Cette double stratégie de nourrir les startups tout en modernisant le gouvernement forme l’épine dorsale des ambitions de l’IA de la Grèce. Mitsotakis envisage la Grèce comme un laboratoire pour l’innovation responsable, en particulier dans des domaines comme la santé, la protection civile et la défense. « Nous ne parlons pas seulement de ce que fait la communauté des startups. Nous sommes les clients des technologies. Et nous voulons avoir plus de mentalité de démarrage en tant que gouvernante. »
Événement TechCrunch
Berkeley, que
|
5 juin
Réserver maintenant
Un pilier majeur de cette transformation est le talent. La Grèce s’efforce de donner la fuite des cerveaux qui a vu des milliers de travailleurs qualifiés partir pendant la crise financière. « Les allégements fiscaux sont là – une remise de 50% sur la taxe sur l’instruction pendant sept ans », a-t-il déclaré, mais a également reconnu que «les gens ne reviendront pas uniquement pour un allégement fiscal. Ils reviendront s’ils ont une bonne opportunité d’emploi, s’ils se sentent gratifiants et qu’ils peuvent réellement développer leur entreprise en Grèce.»
À cette fin, nous abordons deux nouveaux programmes introduits l’année dernière conçus pour amener des travailleurs étrangers et des entrepreneurs qualifiés dans le pays. Bien que les initiatives soient toujours en cours, elles reflètent un engagement plus large envers l’ouverture. « Il s’agit d’une guerre mondiale pour les talents », a déclaré Mitsotakis. «Nous devons faciliter le retour pour les talents grecs ou pour les personnes qui peuvent vivre n’importe où pour l’humeur pour travailler ici.»

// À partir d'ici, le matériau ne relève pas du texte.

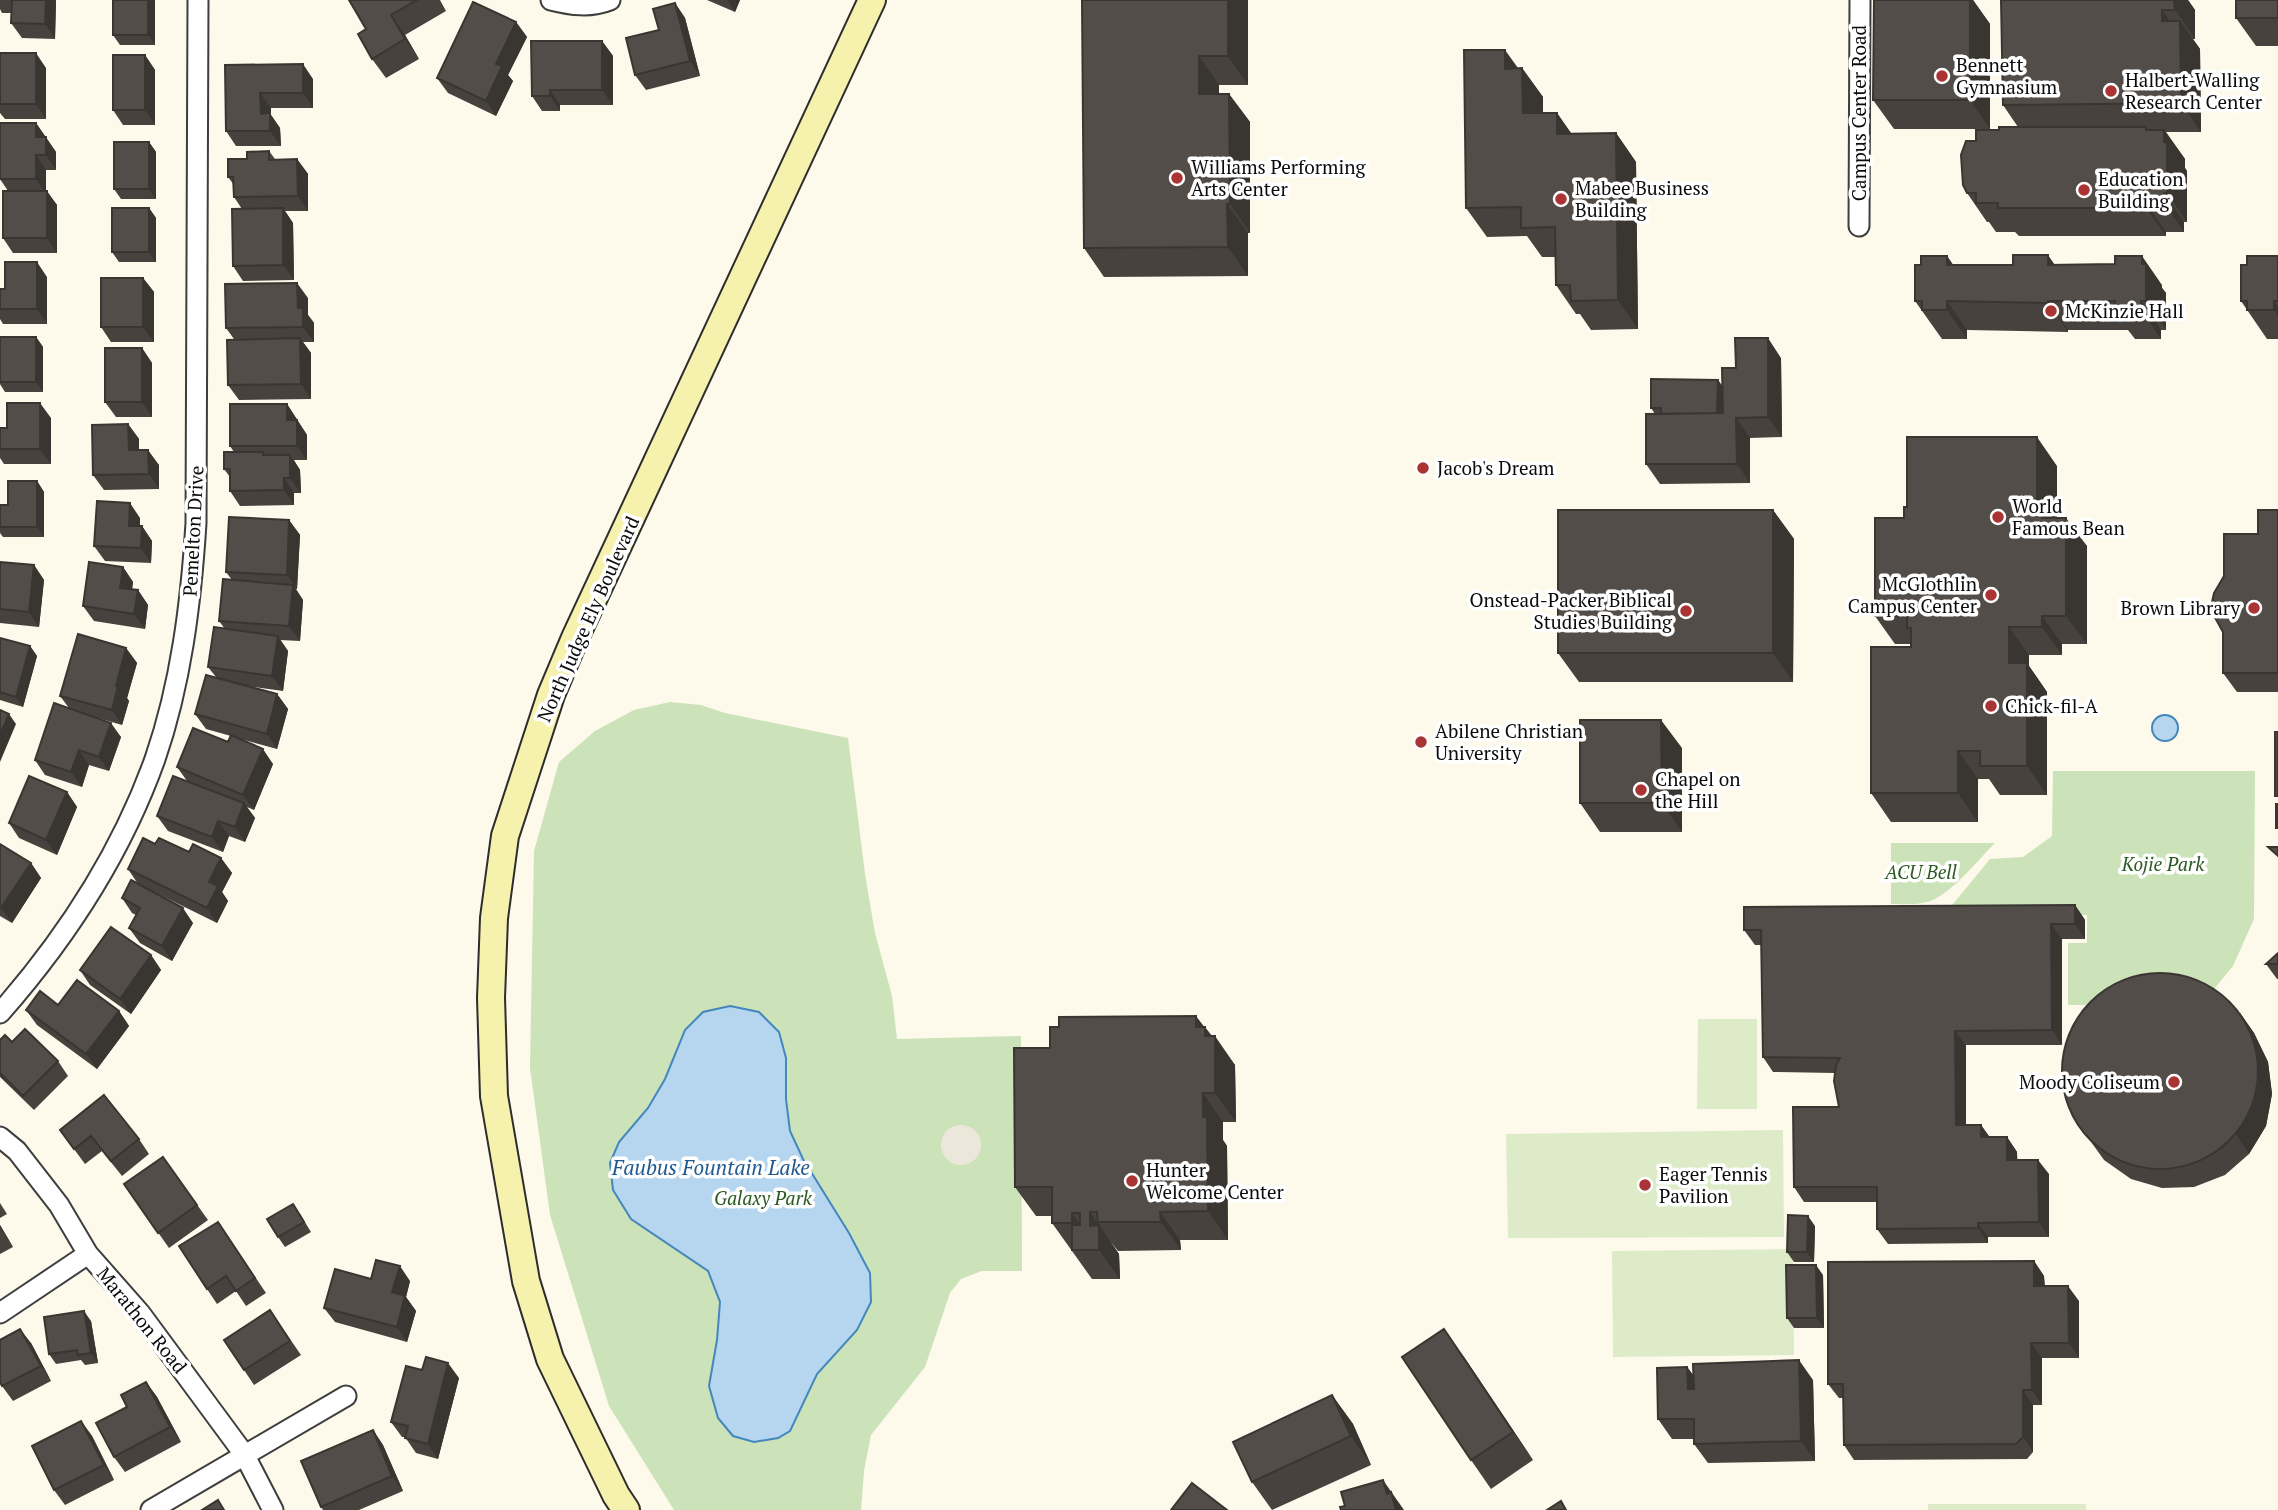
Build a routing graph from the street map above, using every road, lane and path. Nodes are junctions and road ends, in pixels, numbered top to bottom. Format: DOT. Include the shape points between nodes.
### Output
graph roads {
  1 [pos="198,0"];
  2 [pos="551,0"];
  3 [pos="610,0"];
  4 [pos="873,0"];
  5 [pos="1860,0"];
  6 [pos="1859,226"];
  7 [pos="0,1013"];
  8 [pos="0,1137"];
  9 [pos="88,1254"];
  10 [pos="0,1312"];
  11 [pos="346,1396"];
  12 [pos="244,1454"];
  13 [pos="151,1510"];
  14 [pos="273,1510"];
  15 [pos="626,1510"];
  1 -- 7 [label="street, Pemelton Drive" via="196,523 178,674 155,759 120,840 78,914"];
  2 -- 3 [label="street" via="571,5 599,5"];
  4 -- 15 [label="main road, North Judge Ely Boulevard" via="575,638 551,695 505,836 494,918 491,998 494,1096 514,1217 550,1359"];
  5 -- 6 [label="street, Campus Center Road"];
  8 -- 9 [label="street, Marathon Road" via="17,1151 59,1205"];
  9 -- 10 [label="street"];
  9 -- 12 [label="street, Marathon Road" via="141,1313"];
  11 -- 12 [label="street"];
  12 -- 13 [label="street"];
  12 -- 14 [label="street, Marathon Road"];
}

Mitsotakis a également souligné l’importance de l’expansion de la technologie au-delà d’Athènes, les centres émergeant à Thessaloniki, Heraklion et dans d’autres villes universitaires. «Cela devrait également être une histoire sur le développement régional.»

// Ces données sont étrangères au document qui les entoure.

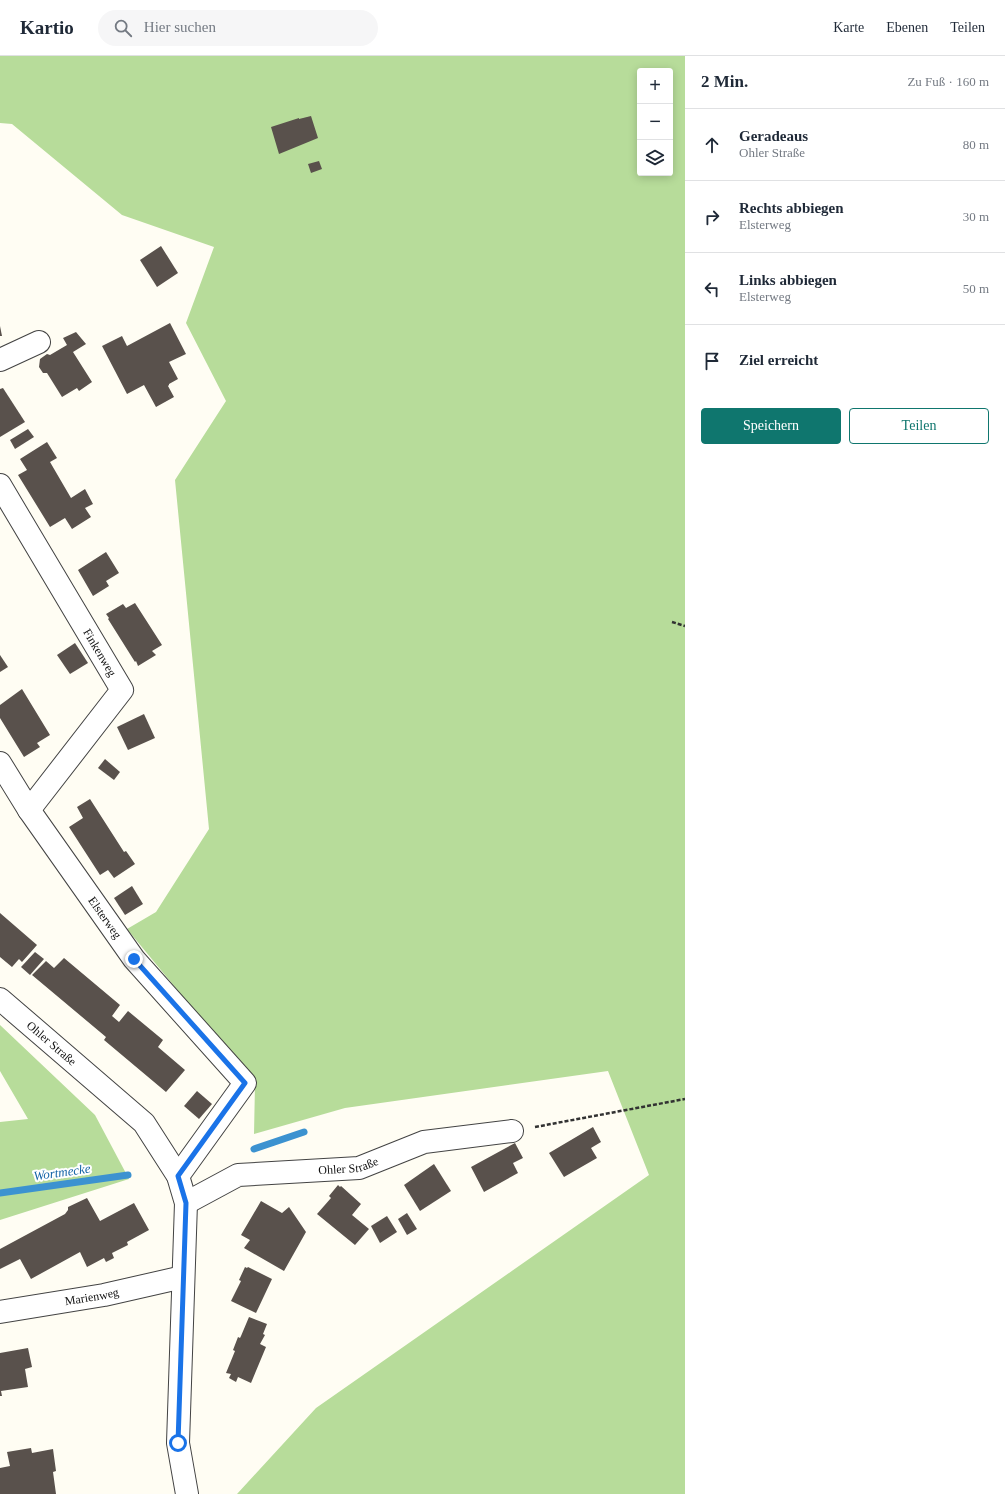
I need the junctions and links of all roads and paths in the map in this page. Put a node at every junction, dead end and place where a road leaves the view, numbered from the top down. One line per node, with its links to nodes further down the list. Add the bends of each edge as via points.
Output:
1 (39, 342): 2 (street)
2 (0, 360)
3 (0, 485): 7 (street, Finkenweg, via 122,690)
4 (672, 622): 5 (path)
5 (685, 626)
6 (0, 763): 7 (street, Elsterweg)
7 (29, 810): 11 (street, Elsterweg, via 134,959 245,1083)
8 (0, 999): 11 (street, Ohler Straße, via 144,1123)
9 (685, 1099): 10 (path)
10 (512, 1131): 12 (street, Ohler Straße, via 424,1142 359,1168 238,1175)
11 (178, 1176): 12 (street, Ohler Straße)
12 (186, 1203): 13 (street, Ohler Straße)
13 (184, 1277): 14 (street, Marienweg, via 104,1295); 15 (street, Ohler Straße, via 178,1443)
14 (0, 1312)
15 (187, 1494)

Pourtant, le Premier ministre a reconnu les défis en cours, notamment le rythme de la réforme juridique, la nécessité de capitaux plus tardifs et les complexes de faire des affaires sur le marché européen. Mais ce qu’il croit que la Grèce offre maintenant, contrairement aux profondeurs de la crise, c’est une prévisibilité, une stabilité et un élan. «Ce pays évolue-t-il dans la bonne direction?» A-t-il demandé rhétoriquement. « La réponse est oui. »
Pour Mitsotakis, l’objectif ultime est de rendre les progrès de la Grèce «irréversibles». Bien que l’héritage ne soit pas son objectif, a-t-il dit, Mitsotakis et environ 300 investisseurs et fondateurs qui se sont rassemblés pour notre assiet, dont les personnes sont heureusement retournées en Grèce de la région de la baie, de Londres et sinon, ce qui veut certainement les progrès du pays.

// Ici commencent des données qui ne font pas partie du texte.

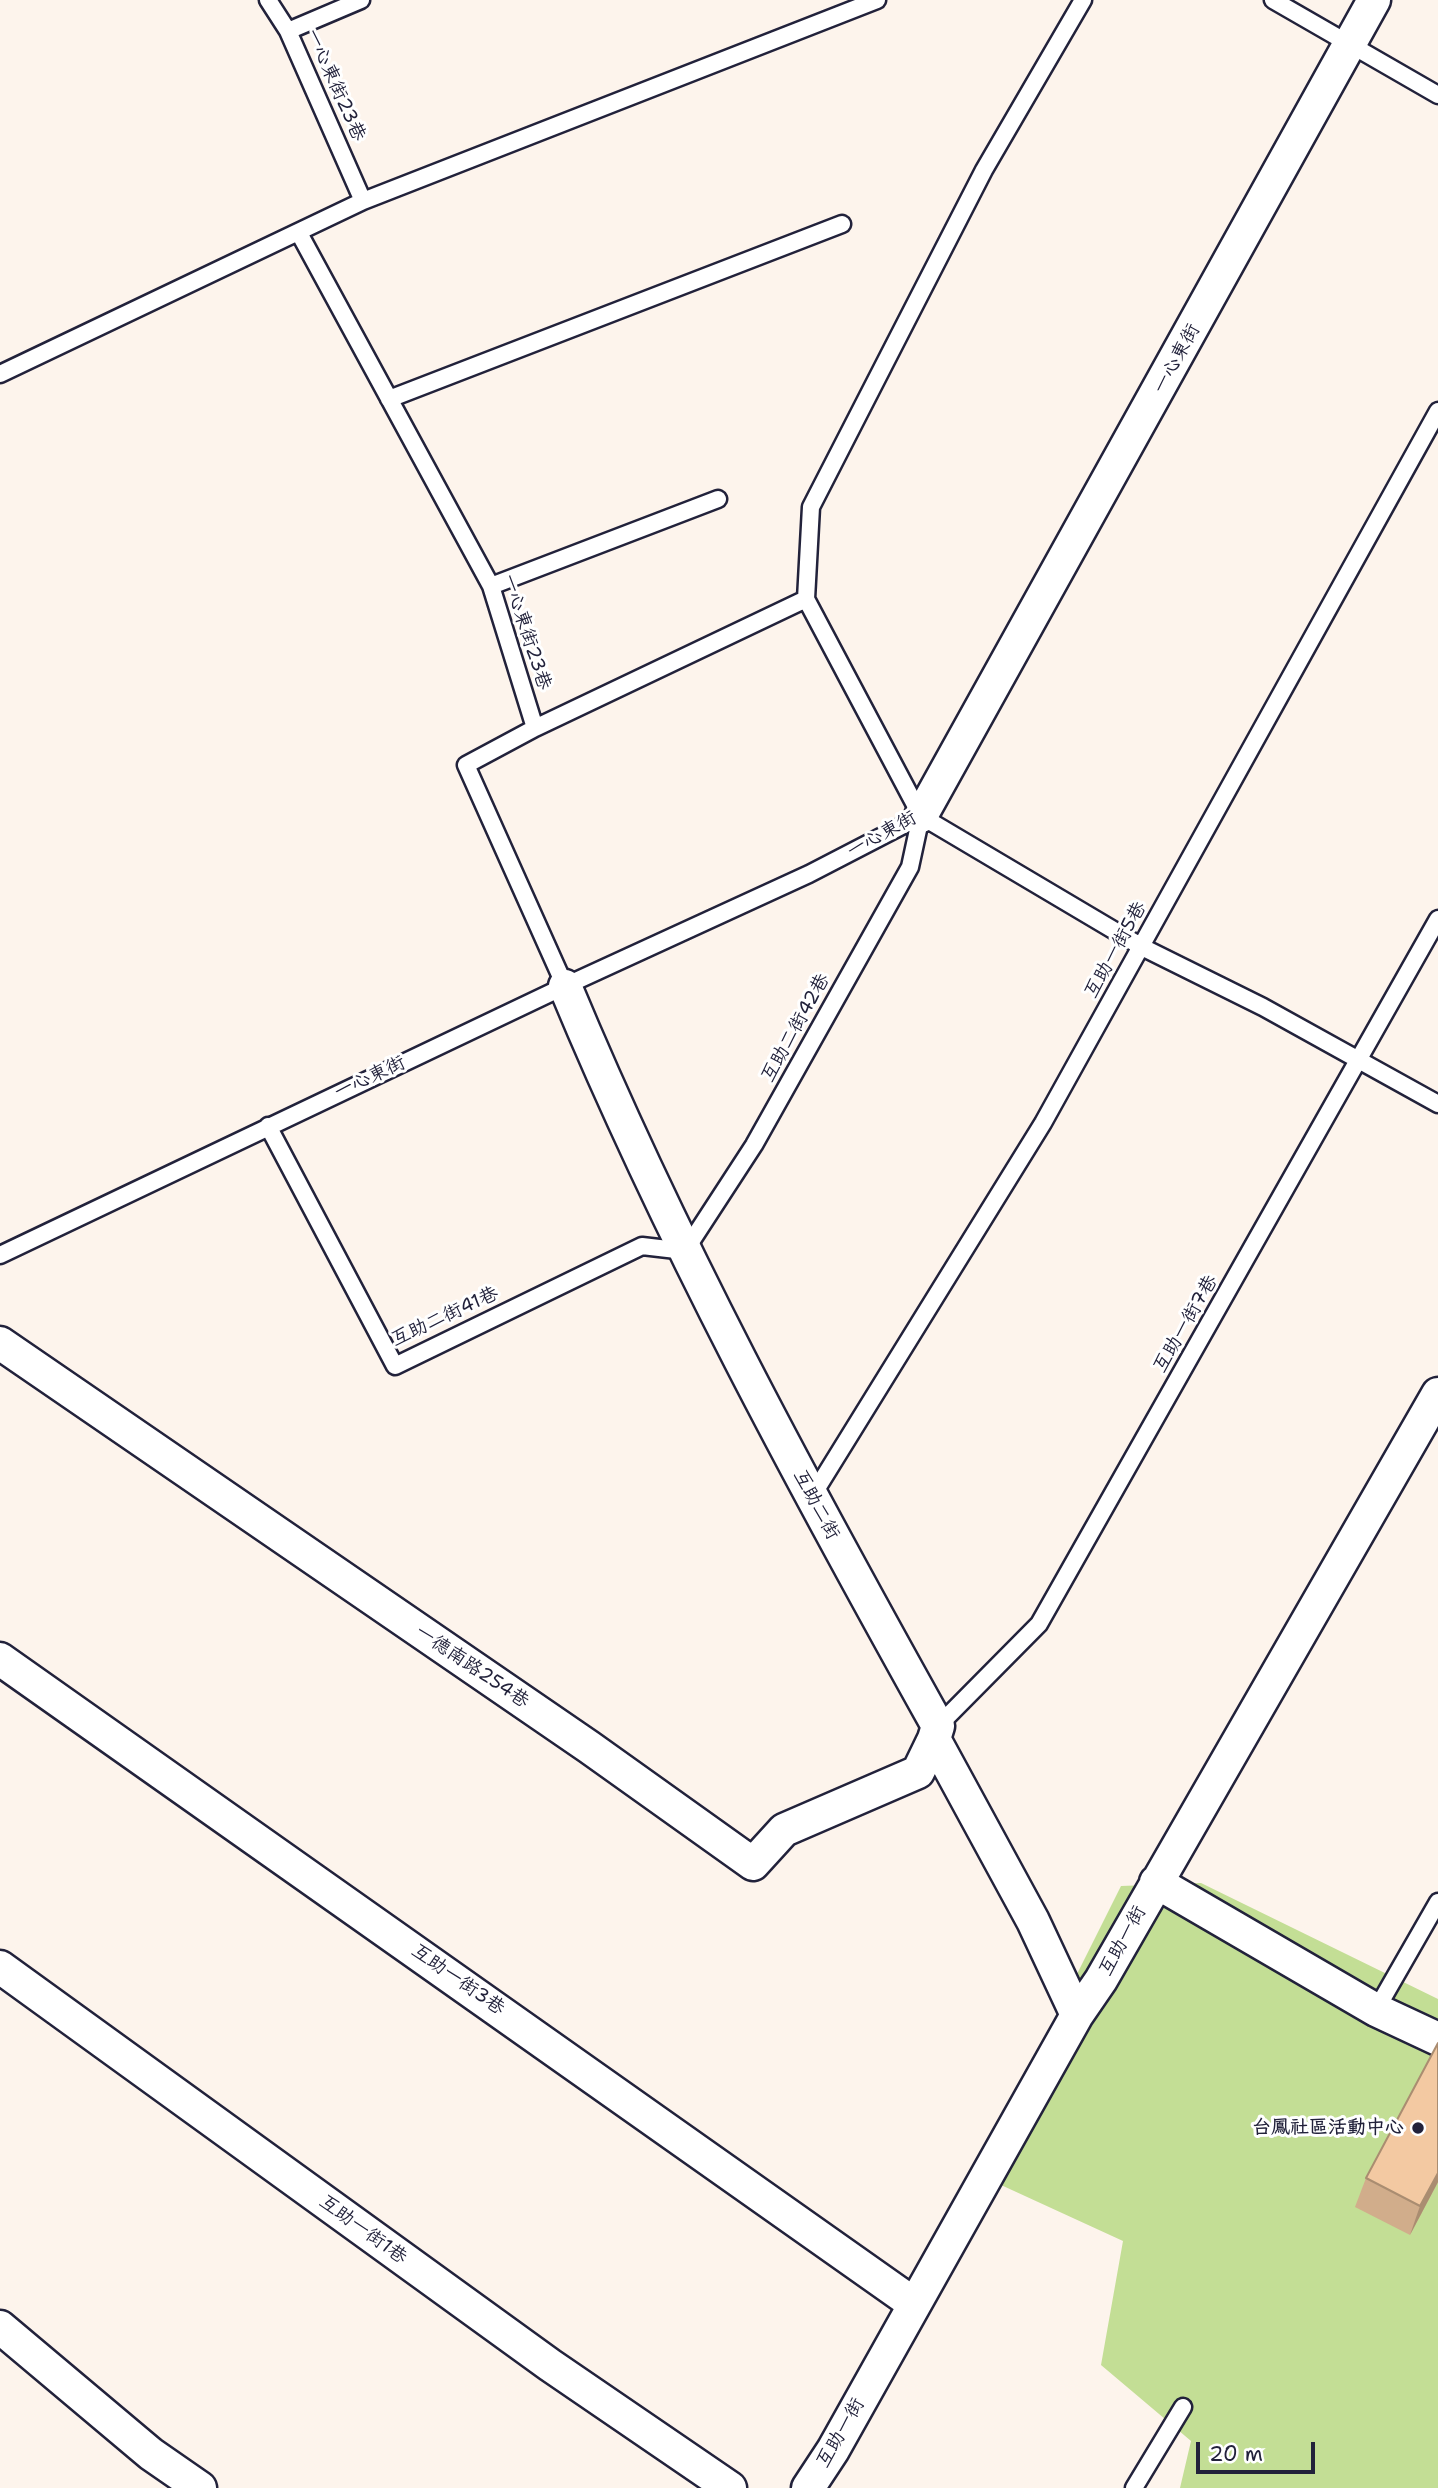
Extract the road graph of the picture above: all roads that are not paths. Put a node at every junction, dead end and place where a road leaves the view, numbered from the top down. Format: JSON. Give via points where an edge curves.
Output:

«Nous ne pouvons pas (effectuer) des miracles», explique Mitsotakis. «Nous pouvons inventer un groupe perdu dans quelques années. Mais je pense que nous avons quitté le cercle vicieux du passé, et je vois la technologie comme une excellente opportunité, à la fois pour le secteur privé et pour le gouvernement.
Vous pouvez assister à notre entretien complet avec Mitsotakis ci-dessous.